Avete mai visto «Hollywood Party»? Spero di sì, cristo.
In pratica c’è Peter Sellers che interpreta un attore indiano, una comparsa in realtà, ed è la persona più impacciata che ci sia. All’inizio del film, interpreta il ruolo di questa specie di beduino che deve difendere il suo avamposto nel deserto. Diviso in più scene, si vede tutto il suo essere distratto, incapace ed egocentrico, suscitando comunque compassione ed allegria nello spettatore: non muore nonostante decine di colpi fucile ricevuti mentre avvisa con i suoi compagni la tromba, agonizzante ma vivo fino al ridicolo in cima ad una montagna; si fa beccare con un orologio da polso durante le riprese quando il film è ambientato a fine ‘800; e nella scena madre (e siamo solo al primo quarto d’ora del film) per allacciarsi il sandalo fa saltare in aria un intero castello, subito dopo l’avviso del regista che annunciava come la scena potesse essere girata una, ed una sola volta.

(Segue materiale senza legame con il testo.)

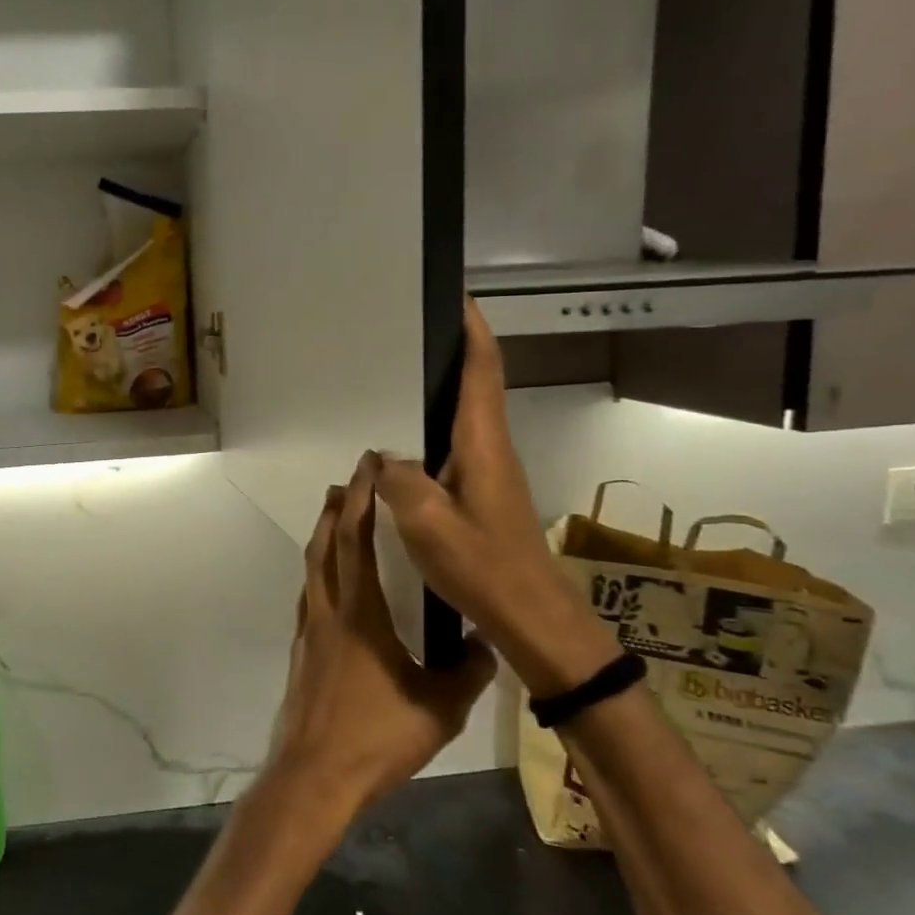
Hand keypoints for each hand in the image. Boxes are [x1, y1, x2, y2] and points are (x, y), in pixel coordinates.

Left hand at [265, 455, 495, 830]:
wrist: (314, 776)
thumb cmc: (376, 738)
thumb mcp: (439, 708)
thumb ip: (467, 672)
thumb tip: (485, 643)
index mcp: (360, 613)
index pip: (355, 539)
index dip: (361, 498)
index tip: (369, 466)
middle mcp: (327, 611)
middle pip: (325, 544)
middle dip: (336, 506)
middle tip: (350, 480)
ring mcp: (308, 630)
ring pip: (312, 567)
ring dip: (322, 535)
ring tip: (336, 517)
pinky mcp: (300, 651)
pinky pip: (309, 595)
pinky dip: (319, 572)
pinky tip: (331, 584)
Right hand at [372, 298, 614, 696]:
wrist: (531, 617)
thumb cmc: (483, 567)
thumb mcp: (426, 523)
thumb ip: (399, 480)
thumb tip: (382, 457)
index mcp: (482, 444)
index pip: (482, 372)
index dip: (473, 332)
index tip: (458, 297)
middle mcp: (490, 449)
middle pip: (474, 386)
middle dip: (450, 353)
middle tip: (406, 335)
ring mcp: (489, 473)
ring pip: (461, 419)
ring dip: (437, 394)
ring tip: (394, 382)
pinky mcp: (481, 495)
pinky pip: (451, 450)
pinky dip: (428, 435)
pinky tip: (398, 451)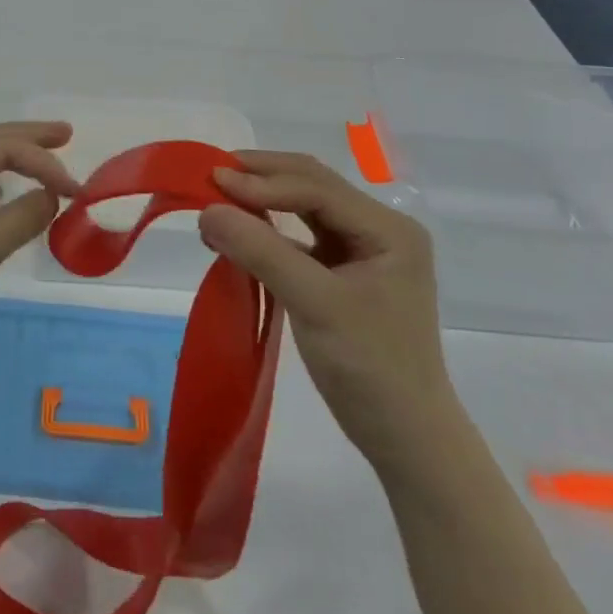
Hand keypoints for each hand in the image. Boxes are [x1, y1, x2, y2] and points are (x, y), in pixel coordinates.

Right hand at [197, 152, 458, 466]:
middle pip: (313, 185)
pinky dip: (269, 228)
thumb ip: (261, 252)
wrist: (406, 439)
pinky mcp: (345, 272)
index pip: (317, 188)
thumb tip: (206, 210)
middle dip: (262, 177)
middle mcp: (379, 229)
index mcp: (388, 229)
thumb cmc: (370, 368)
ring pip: (306, 206)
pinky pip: (301, 235)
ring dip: (263, 199)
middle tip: (211, 174)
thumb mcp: (314, 304)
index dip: (263, 182)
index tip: (212, 180)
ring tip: (219, 196)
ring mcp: (363, 250)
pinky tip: (241, 230)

Il film poi prosegue con il party vero e proprio, dove Sellers viene invitato per errore.
Un capolavoro di comiche, in alcuni punti un film muto bellissimo.
Ecco, ci ho pensato oggi leggendo tutti ‘sti endorsement a Giachetti per il fatto delle Olimpiadi, o della crisi di nervi della Raggi sul referendum (!!!) per lo stadio.
Io penso che agli occhi degli altri, Roma risulta come Peter Sellers in «Hollywood Party»: appena ci danno il ciak per provare a fare qualcosa di concreto (la fine di Alemanno, Marino, la sua cacciata, un commissario che manco Basettoni, ora il primo turno, e mò il ballottaggio) l’attenzione si sposti sempre su altro.
Perché mentre si scannano su cinque cerchi ed un pallone, oggi non leggo loro dichiarazioni sul fatto che la metro passava con la stessa frequenza con cui Luca Giurato azzecca cinque frasi semplici di seguito. E sapete la causa? Pare abbiano sbagliato a montare le ruoete sui vagoni. Capite? Due linee e mezzo di metro (una Lione a caso ne ha quattro, e sei volte in meno gli abitanti di Roma), e questi sbagliano a montare le ruote.
Proprio come dover girare una scena di pochi secondi, e topparla clamorosamente tutte le volte. C’è sempre qualcosa di più piccolo e importante che ingigantiamo fino a saturarcene i coglioni per due settimane. Poi di nuovo via, un’altra scena brevissima che si protrae per giorni perché arriviamo sempre in ritardo, o perché ci squilla il cellulare durante le riprese.
Stiamo trasformando questa città in una tragedia dai mille atti, passando per una commedia da due soldi con un finale più che scontato.